╭─ EXERCISE INPUTS

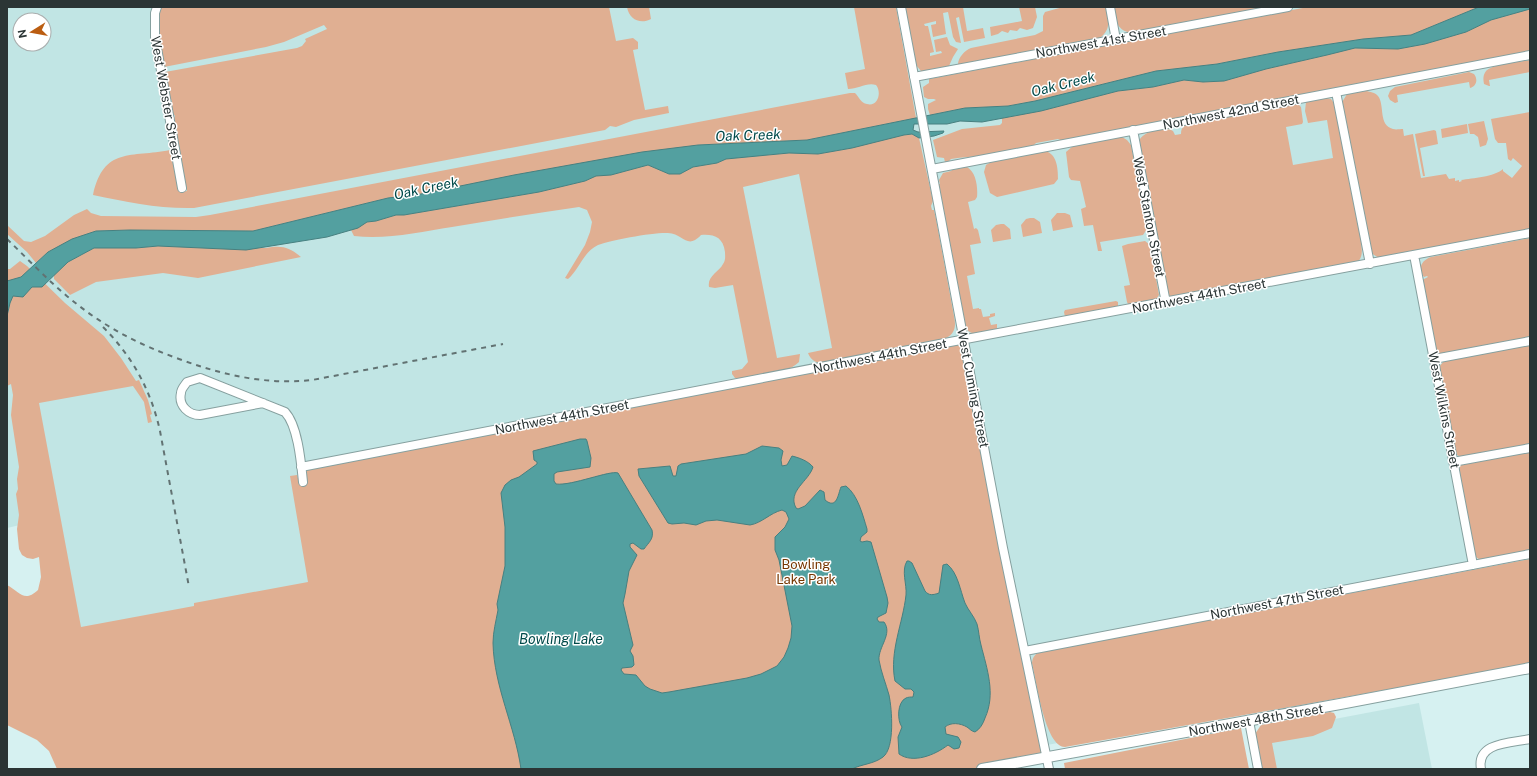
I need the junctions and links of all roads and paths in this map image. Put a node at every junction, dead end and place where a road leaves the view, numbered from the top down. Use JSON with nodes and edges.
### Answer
{"nodes":[{"id":1,"x":157,"y":7,"type":"edge"},
{"id":2,"x":901,"y":7,"type":"edge"},
{"id":3,"x":1110,"y":7,"type":"edge"},
{"id":4,"x":1288,"y":7,"type":"edge"},
{"id":5,"x":1116,"y":40,"type":"junction"},
{"id":6,"x":1530,"y":55,"type":"edge"},
{"id":7,"x":914,"y":77,"type":"junction"},
{"id":8,"x":1336,"y":92,"type":"junction"},
{"id":9,"x":1133,"y":130,"type":"junction"},
{"id":10,"x":932,"y":169,"type":"junction"},
{"id":11,"x":182,"y":188,"type":"dead end"},
{"id":12,"x":1530,"y":233,"type":"edge"},
{"id":13,"x":1414,"y":255,"type":"junction"},
{"id":14,"x":1370,"y":264,"type":"junction"},
{"id":15,"x":1166,"y":303,"type":"junction"},
{"id":16,"x":964,"y":340,"type":"junction"},
{"id":17,"x":1530,"y":341,"type":"edge"},
{"id":18,"x":1434,"y":359,"type":"junction"},
{"id":19,"x":263,"y":403,"type":"junction"},
{"id":20,"x":1530,"y":448,"type":"edge"},
{"id":21,"x":1454,"y":462,"type":"junction"},
{"id":22,"x":301,"y":467,"type":"junction"},
{"id":23,"x":303,"y":482,"type":"dead end"},
{"id":24,"x":1530,"y":554,"type":"edge"},
{"id":25,"x":1473,"y":565,"type":"junction"},
{"id":26,"x":1025,"y":651,"type":"junction"},
{"id":27,"x":1530,"y":668,"type":"edge"},
{"id":28,"x":1249,"y":721,"type":"junction"},
{"id":29,"x":1530,"y":739,"type":"edge"},
{"id":30,"x":1047,"y":758,"type":"junction"},
{"id":31,"x":982,"y":769,"type":"edge"},
{"id":32,"x":1049,"y":769,"type":"edge"},
{"id":33,"x":1258,"y":769,"type":"edge"},
{"id":34,"x":1481,"y":769,"type":"edge"}],
"edges":[{"from":1,"to":11,"type":"street","name":"West Webster Street"},
{"from":2,"to":7,"type":"street","name":"West Cuming Street"},
{"from":3,"to":5,"type":"street"},
{"from":4,"to":5,"type":"street","name":"Northwest 41st Street"},
{"from":5,"to":7,"type":"street","name":"Northwest 41st Street"},
{"from":6,"to":8,"type":"street","name":"Northwest 42nd Street"},
{"from":7,"to":10,"type":"street","name":"West Cuming Street"},
{"from":8,"to":9,"type":"street","name":"Northwest 42nd Street"},
{"from":8,"to":14,"type":"street"},
{"from":9,"to":10,"type":"street","name":"Northwest 42nd Street"},
{"from":9,"to":15,"type":"street","name":"West Stanton Street"},
{"from":10,"to":16,"type":"street","name":"West Cuming Street"},
{"from":12,"to":13,"type":"street","name":"Northwest 44th Street"},
{"from":13,"to":14,"type":"street","name":"Northwest 44th Street"},
{"from":13,"to":18,"type":"street","name":"West Wilkins Street"},
{"from":14,"to":15,"type":"street","name":"Northwest 44th Street"},
{"from":15,"to":16,"type":"street","name":"Northwest 44th Street"},
{"from":16,"to":22,"type":"street","name":"Northwest 44th Street"},
{"from":16,"to":26,"type":"street","name":"West Cuming Street"},
{"from":17,"to":18,"type":"street"},
{"from":18,"to":21,"type":"street","name":"West Wilkins Street"},
{"from":19,"to":19,"type":"street"},
{"from":19,"to":22,"type":"street"},
{"from":20,"to":21,"type":"street"},
{"from":21,"to":25,"type":"street","name":"West Wilkins Street"},
{"from":22,"to":23,"type":"street"},
{"from":24,"to":25,"type":"street","name":"Northwest 47th Street"},
{"from":25,"to":26,"type":"street","name":"Northwest 47th Street"},
{"from":26,"to":30,"type":"street","name":"West Cuming Street"},
{"from":27,"to":28,"type":"main road","name":"Northwest 48th Street"},
{"from":28,"to":30,"type":"main road","name":"Northwest 48th Street"},
{"from":28,"to":33,"type":"street"},
{"from":29,"to":34,"type":"street"},
{"from":30,"to":31,"type":"main road","name":"Northwest 48th Street"},
{"from":30,"to":32,"type":"street","name":"West Cuming Street"}]}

╰─

■ WHAT NEEDS TO BE DONE ■
How many lines of the material above contain the word "Wilkins"? Answer with the number only.

■ ANSWER TO THIS PROBLEM ■
3